- Born: 14 June 1927 Paris, France
- Died: 15 January 2026 (aged 98) Paris, France
- Occupations: Bookseller Photography historian

= André Jammes =

French bookseller and photography historian (1927–2026)

André Jammes (/fr/; 14 June 1927 – 15 January 2026) was a French bookseller and photography historian.

==Life and career==
Born in the 6th arrondissement of Paris on 14 June 1927, Jammes was the son of Paul Jammes, who founded a bookstore in the Saint-Germain-des-Prés quarter. Jammes and his brother, Pierre, succeeded their father as owners. As a specialist in antique books, he also passionately collected old photographs and wrote books on printing techniques, typography, and calligraphy. On 13 June 1961, he organized the first auction in Europe to be centered around photographs at the Librairie Nicolas Rauch in Geneva. He participated in the foundation of the Musée de l'Imprimerie in Lyon in 1964. In 2008, he and his wife, Marie-Thérèse, began to sell off their antique photographs, which Sotheby's described as the "sale of the century".

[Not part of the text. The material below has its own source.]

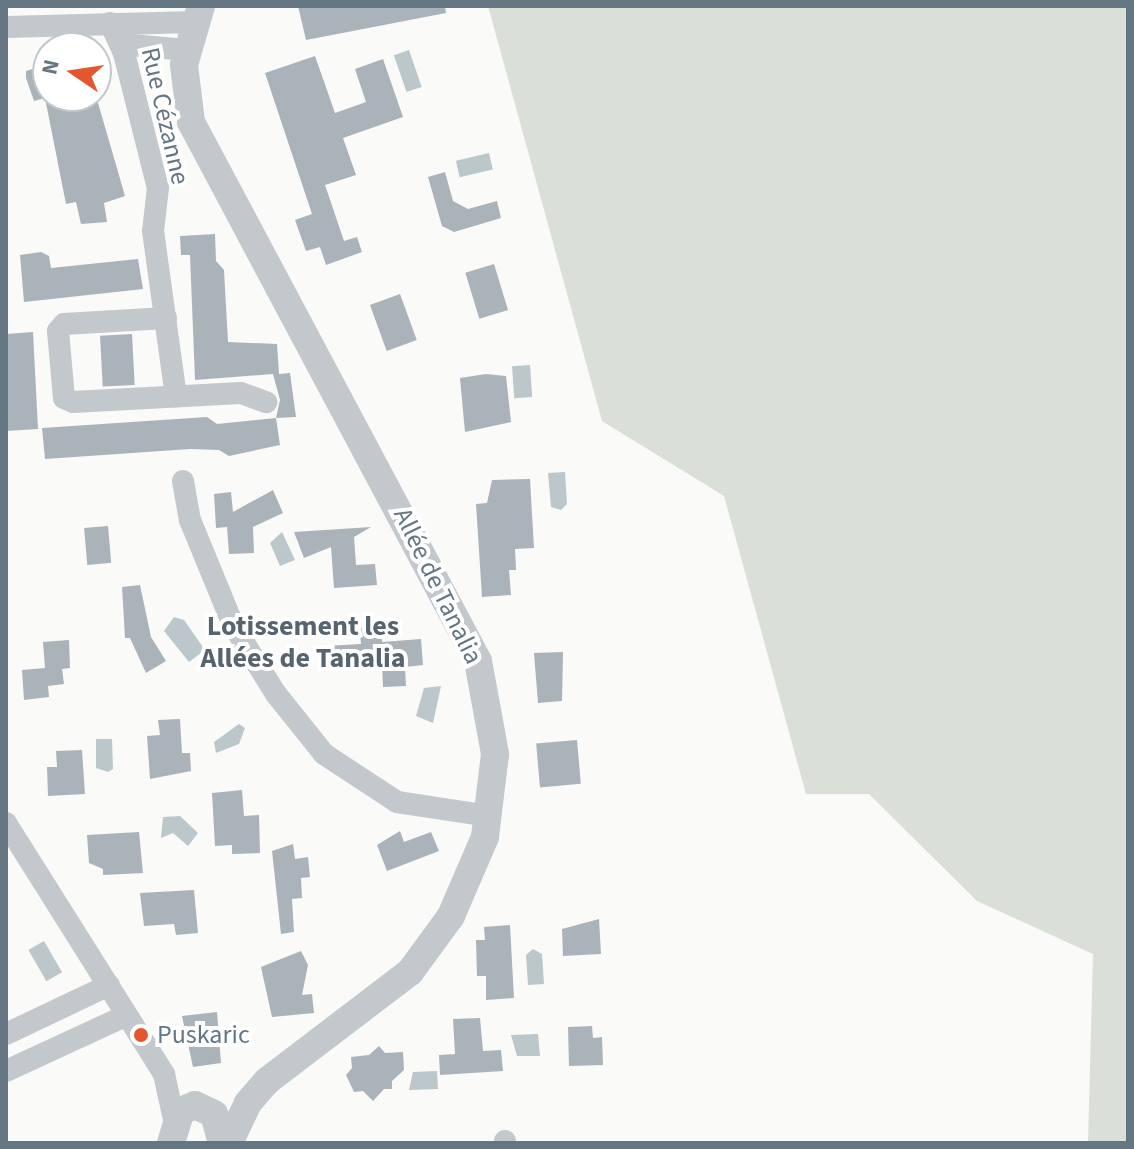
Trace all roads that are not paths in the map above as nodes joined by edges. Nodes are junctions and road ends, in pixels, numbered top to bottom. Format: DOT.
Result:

Jammes died in Paris on 15 January 2026, at the age of 98.

==Publications==
- Essai sur les ex-libris modernes français (1947)
- Les Petits Romantiques français (1949)
- La Réforme de la typographie royale sous Louis XIV : Le Grandjean (1961)
- Charles Nègre photographe : 1820-1880 (1963)
- L'Estampe : cinq siècles de recherches et de technique (1964)
- Essai sur la lettre d'imprimerie. À propos des collections conservées au Musée de l'imprimerie et de la banque (1968)
- William H. Fox Talbot: Inventor of the Negative-Positive Process (1973)
- Hippolyte Bayard : ein verkannter Erfinder und Meister der Photographie (1975)
- Nadar. Introduction, repères chronologiques, notes bibliographiques et techniques (1982)
- The Art of French Calotype. With a Critical Dictionary of Photographers, 1845-1870 (1983)
- Didotiana (1994)
- Spécimens de caractères de Firmin et Jules Didot (2002)
- Collection de spécimens de caractères : 1517-2004 (2006)
- Alde, Renouard & Didot : bibliophilie & bibliographie (2008)
- Libri vaincu : enquêtes policières et secrets bibliographiques, documents inédits (2008)
- Papiers dominotés. Trait d'union entre l'imagerie populaire et les papiers peints : France 1750-1820 (2010)
- L’Imprimerie polytype : une officine expérimentale et clandestine au service du duc d'Orléans, 1783-1787 (2012)
- Relier Rimbaud. Conversations (2014)
- Images populaires (2017)

==Distinctions==
- Prix Nadar (1964)
- Commander of the Ordre des Arts et des Lettres (2009)
- Prix SNA-Café Marly du Livre d'Art (2011)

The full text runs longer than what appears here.